What is your writing routine? Are you a pantster or planner?

I always mean to be a planner, but it never works. I always draft a synopsis and plan the progress. I even flesh out the characters, usually in far too much detail, and then I lay that notebook aside, start typing, and never refer to my notes again. So I guess I’m a pantser!

Did you have a favourite place you like to write, while you were creating your novel?

There are only two places that I actually can write; at the kitchen table, which is severely prone to interruption, or in my tiny office next to the kitchen. I’ve thought about taking a notebook into the garden and writing long-hand, but I’m too easily distracted and every tootling bird would derail my trail of thought. Even at my desk, I find I’m breaking off to let the dogs out, or sort laundry. Or vacuum. Or something!

Describe what your Muse looks like to you in three words.

I really struggle with the concept of a muse. Creative, intelligent, kind. That about covers it.

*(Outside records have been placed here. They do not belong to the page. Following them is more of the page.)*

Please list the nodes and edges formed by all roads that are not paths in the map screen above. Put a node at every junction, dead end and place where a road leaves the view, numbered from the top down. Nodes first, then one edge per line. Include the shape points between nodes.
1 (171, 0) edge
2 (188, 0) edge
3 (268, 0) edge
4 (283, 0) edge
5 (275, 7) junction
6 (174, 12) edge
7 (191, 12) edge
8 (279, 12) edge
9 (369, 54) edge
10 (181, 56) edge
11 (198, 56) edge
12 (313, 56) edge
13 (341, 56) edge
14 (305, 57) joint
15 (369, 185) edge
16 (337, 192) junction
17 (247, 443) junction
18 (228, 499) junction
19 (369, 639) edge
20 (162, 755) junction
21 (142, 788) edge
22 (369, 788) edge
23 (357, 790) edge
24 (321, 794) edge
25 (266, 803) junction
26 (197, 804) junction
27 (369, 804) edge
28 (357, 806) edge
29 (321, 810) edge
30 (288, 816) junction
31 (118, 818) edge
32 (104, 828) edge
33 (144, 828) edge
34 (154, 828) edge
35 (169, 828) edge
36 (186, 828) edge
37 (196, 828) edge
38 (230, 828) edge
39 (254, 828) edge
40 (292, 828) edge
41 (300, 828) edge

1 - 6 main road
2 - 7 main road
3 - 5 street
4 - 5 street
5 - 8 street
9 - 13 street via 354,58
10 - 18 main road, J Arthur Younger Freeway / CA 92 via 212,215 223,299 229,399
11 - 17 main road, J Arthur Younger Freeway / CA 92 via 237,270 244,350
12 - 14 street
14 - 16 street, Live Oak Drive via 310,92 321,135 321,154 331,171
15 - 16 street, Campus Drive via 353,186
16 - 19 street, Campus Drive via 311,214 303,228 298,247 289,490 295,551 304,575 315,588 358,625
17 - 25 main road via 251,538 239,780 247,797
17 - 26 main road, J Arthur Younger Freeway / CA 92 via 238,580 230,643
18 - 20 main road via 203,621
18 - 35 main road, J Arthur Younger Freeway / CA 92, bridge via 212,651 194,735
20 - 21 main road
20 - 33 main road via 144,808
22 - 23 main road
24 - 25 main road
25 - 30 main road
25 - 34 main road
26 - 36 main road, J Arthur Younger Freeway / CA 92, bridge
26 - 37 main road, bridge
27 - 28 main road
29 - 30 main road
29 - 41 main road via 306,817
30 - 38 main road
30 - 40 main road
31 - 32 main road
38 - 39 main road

What part of writing your novel did you most enjoy? E.g. First draft, research, editing…

The first draft is always wonderful. It’s like a kind of typed doodle, with occasionally useful or clever bits. It’s just pure imagination and I never worry too much about how it’s going to work. The first draft is usually easy, specially the first half of a new book. After that, it’s a solid three or four months of hard work while I wrestle with it, and try to turn it into something that‘ll hopefully be readable.

If you could be one of your characters, which one would you be and why?

I’d be Meilinn. There’s no contest there, because the freedom and power she has would be wonderful, and she’s so independent, which how I’d like to be. In a perfect world, I’d never actually need anyone, but I might choose to be with them.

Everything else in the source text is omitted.